Don’t let anyone tell you there was no welfare reform this legislative session.

A ban on the use of electronic benefit cards outside of the state failed to gain enough support. So did a bill barring the use of benefits to buy tobacco, alcohol and lottery tickets. And proposed job-search requirements for those receiving public benefits were also defeated.

But passed in the bipartisan budget were an antidote to the so-called “welfare cliff” and a refundable state Earned Income Tax Credit. Both reward work by low-income Mainers, and unlike other welfare reform measures, there’s really no downside.

If the goal is to move more Mainers off public assistance and toward self-sufficiency, this is the way to do it.

WELFARE CLIFF

Heading into the session, there was a general agreement between Democrats and Republicans that the welfare cliff had to go.

For low-income families struggling to get by on a combination of meager wages and public assistance, a slight raise in pay or a few more hours of work can cause them to lose benefits under the Temporary Assistance for Needy Families program.

Under the old system, a single mother of two, for instance, could make a maximum of $1,023 a month, or $12,276 a year, and qualify for TANF. A dollar more, and the mother fell off the cliff, losing all the assistance at once, and often making the family worse off than it was before.

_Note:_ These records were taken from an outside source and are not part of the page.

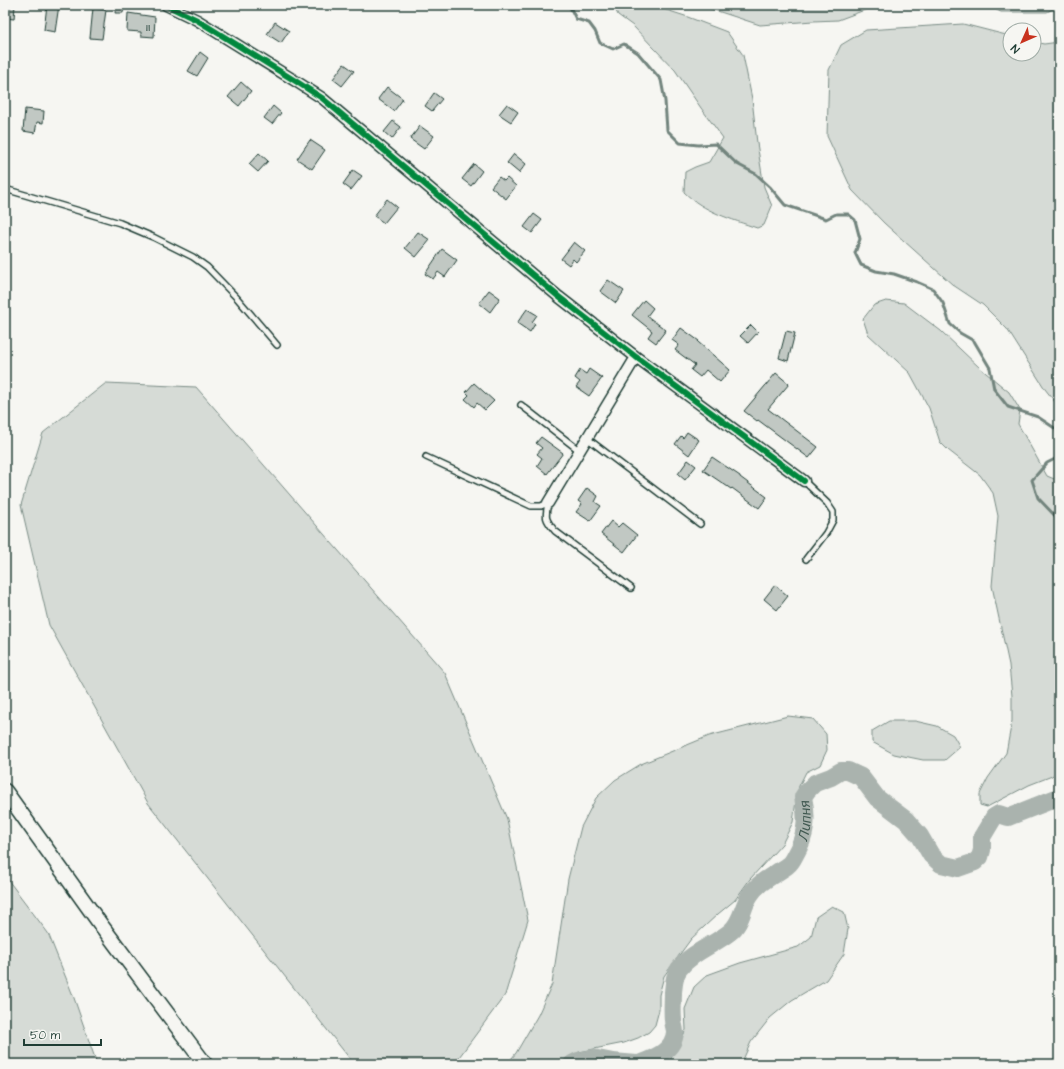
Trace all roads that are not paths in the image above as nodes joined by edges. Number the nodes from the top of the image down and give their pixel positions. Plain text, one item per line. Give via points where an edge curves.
1 (166, 5) edge
2 (5, 189) edge
3 (277, 345) dead end
4 (636, 357) junction
5 (521, 405) dead end
6 (588, 439) junction
7 (580, 451) junction
8 (426, 457) dead end
9 (804, 481) joint
10 (548, 503) junction
11 (700, 524) dead end
12 (806, 559) dead end
13 (631, 588) dead end
14 (5, 791) edge
15 (205, 1064) edge

1 - 4 street via 197,20 322,98 559,297
2 - 3 lane via 120,224 194,256 237,298
4 - 6 street
4 - 9 street
5 - 7 lane
6 - 7 street
6 - 11 lane
7 - 10 street
8 - 10 lane via 531,506
9 - 12 lane via 833,512 833,520 826,533
10 - 13 lane via 546,515 555,531
14 - 15 main road

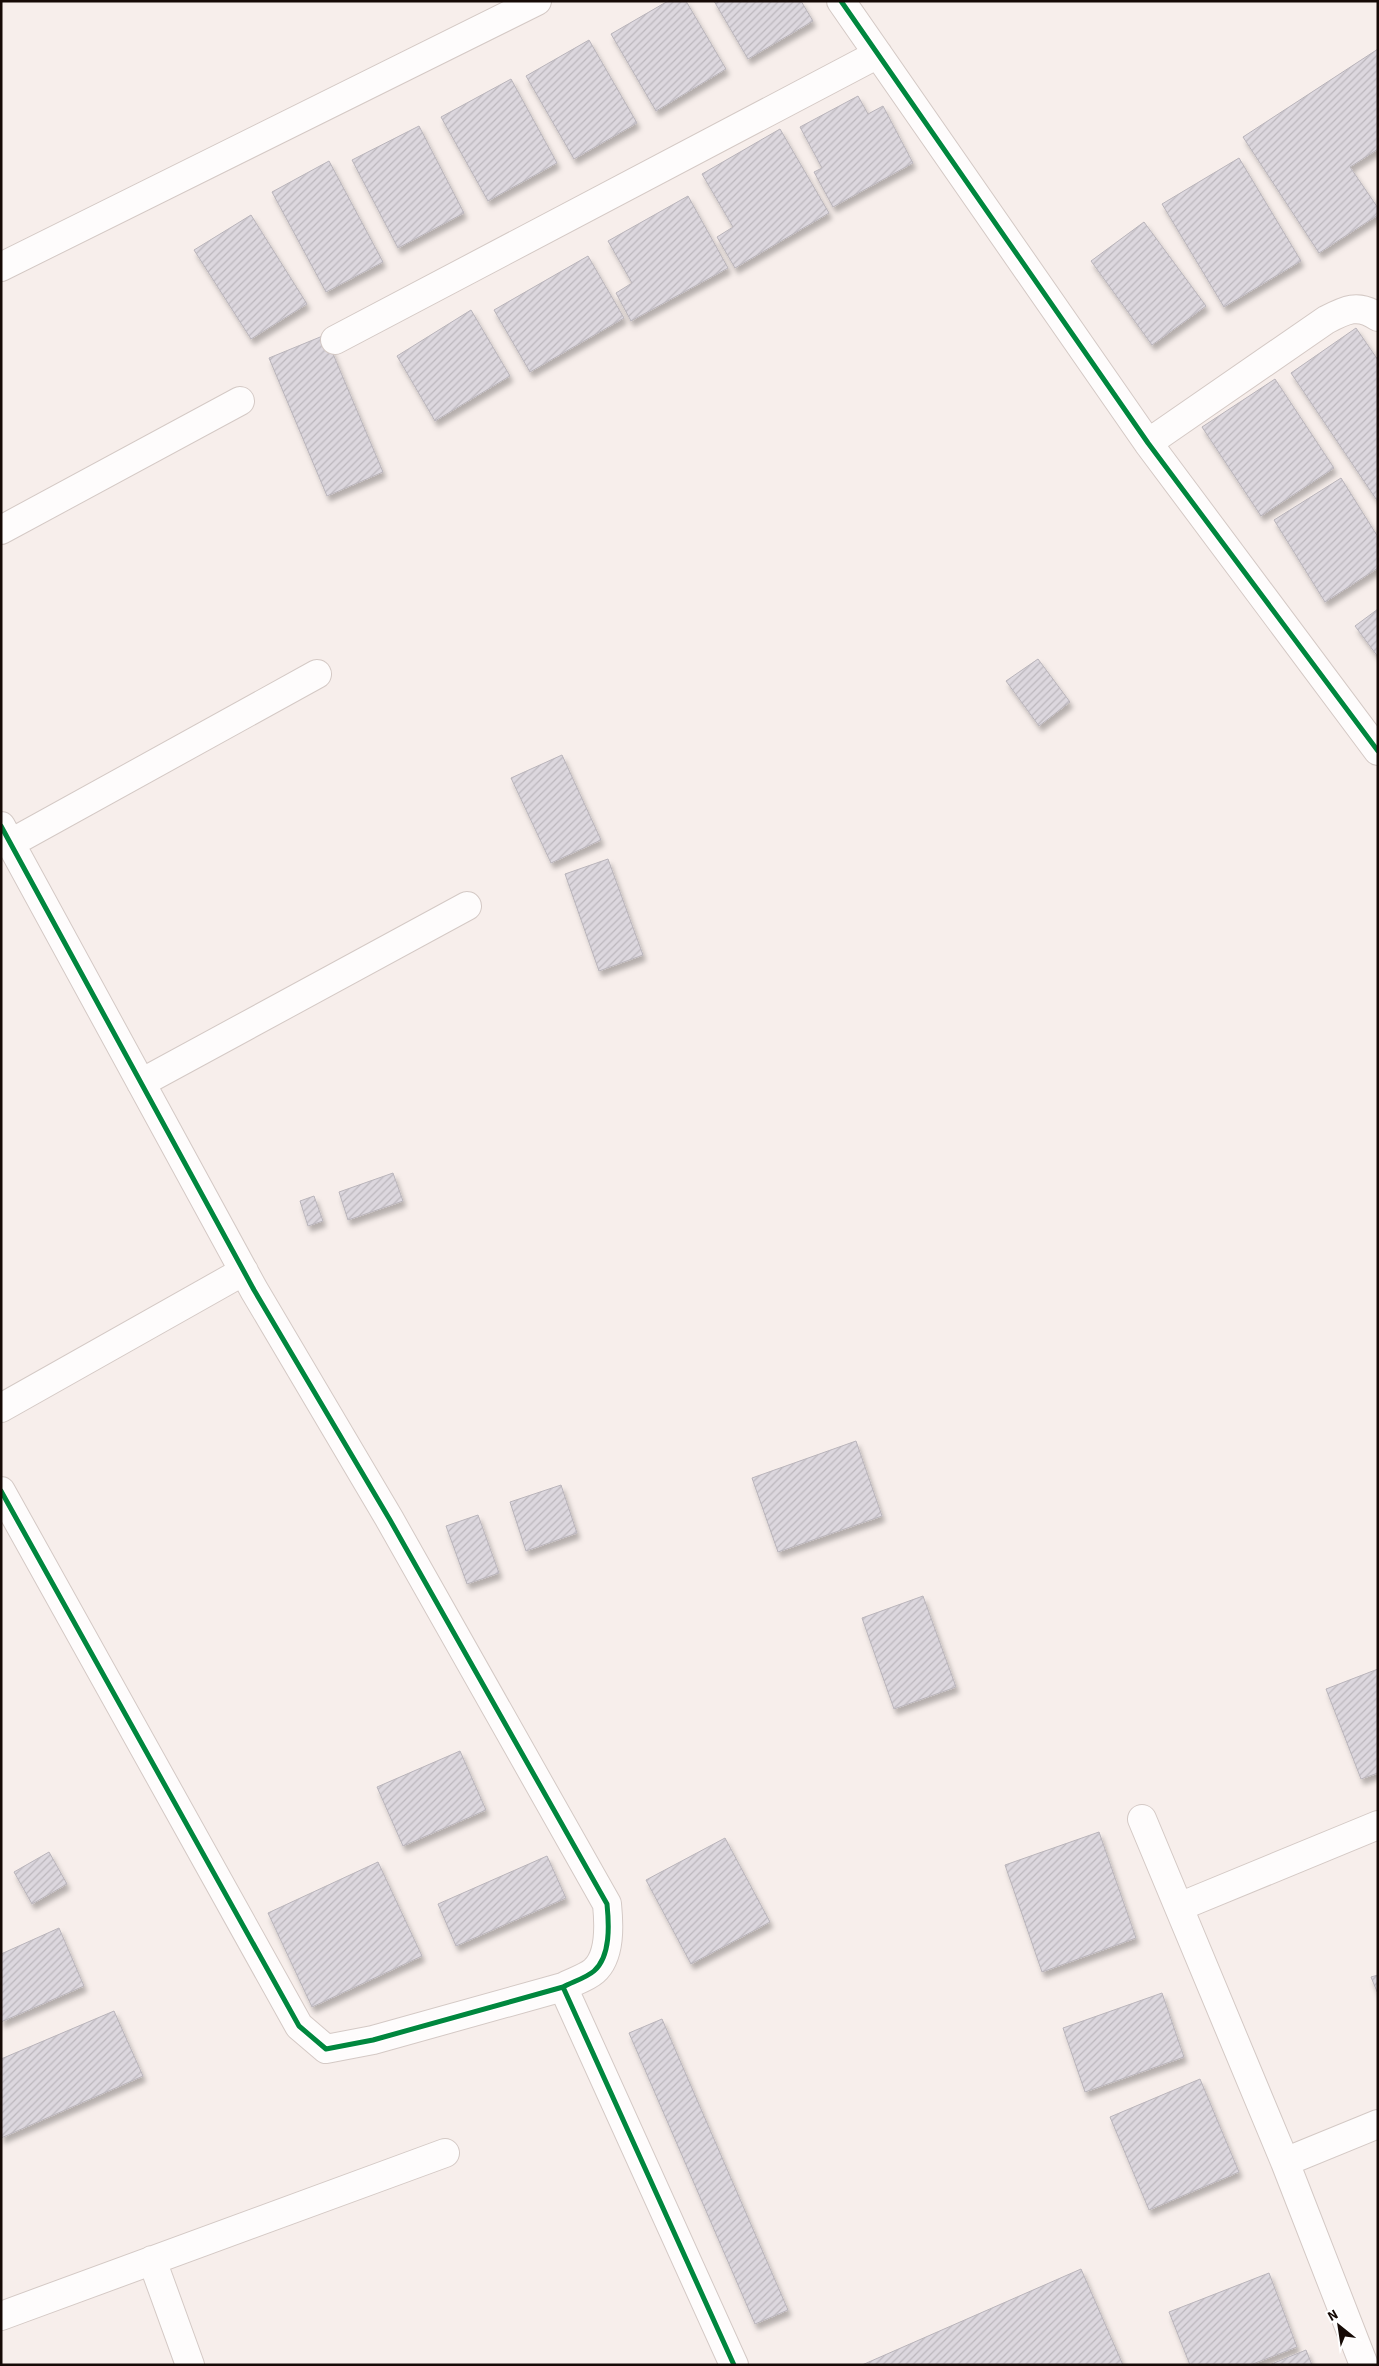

Gov. LePage, who made the welfare cliff a prominent part of his first campaign for governor, and Rep. Drew Gattine, a Westbrook Democrat, both submitted bills this session aimed at the welfare cliff, and elements of both bills were included in the final budget.

Most prominently, a recipient’s benefits will no longer disappear all at once when they reach the income threshold. Instead, the level of assistance will decline gradually.

It’s not a benefits cliff anymore; it’s a gently sloping hill.

The budget also eliminates additional barriers to work through two other provisions. One improves the system that provides vouchers for child care to welfare recipients, and the other provides funds to help families on public assistance pay for transportation to work.

Both are the result of the recognition that working-poor families barely earn enough for housing, clothing and food. They work at the lowest rung of employment and are often one sick child or blown gasket away from missing a shift and losing a day’s income, or the job altogether.

The provisions included in the budget make it easier for them to transition off public assistance while avoiding the many pitfalls that can derail the poor on their way to self-sufficiency, at a significant cost to all of us.

TAX CREDIT

The state budget also makes the state-funded Earned Income Tax Credit fully refundable, meaning that low-income Mainers will receive the full benefit regardless of their tax liability.

Twenty-five states have a state-funded EITC to complement the much-larger federal version; until now, Maine was one of only four in which the credit was not fully refundable.

The EITC is another incentive to work. As the name suggests, you must earn an income to receive it, and at very low incomes, the benefit increases along with income, so recipients are encouraged to take on more hours.

Along with the Sales Tax Fairness Credit, the state EITC is meant to counteract the regressive sales, excise and property taxes that are a particularly heavy burden on low-income families.

For a family of four earning $35,000 a year, that translates into an extra $375.

That’s a slight cushion to the struggling working poor, giving them a better chance at getting by.

In addition, it translates into better health, and educational performance and attainment for their children.

The federal EITC expansions in the 1990s contributed as much to the fall in the number of single mothers receiving benefits as other welfare changes, including time limits. Of the people who use it, 61 percent use it for only a year or two at a time.

In short, the credit pays for itself.

MORE TO BE DONE

Together, these changes represent effective welfare reform that makes it easier for Maine families to work and to earn their way off public assistance.

There is still more to be done. The EITC, which in Maine is set at just 5 percent of the federal credit, could be expanded, and there are ways to further smooth out the welfare cliff. Both should be addressed when Gattine’s bill, which was carried over from this session, is taken up next year.

But the Legislature this year made real progress on welfare reform, and Maine is better for it.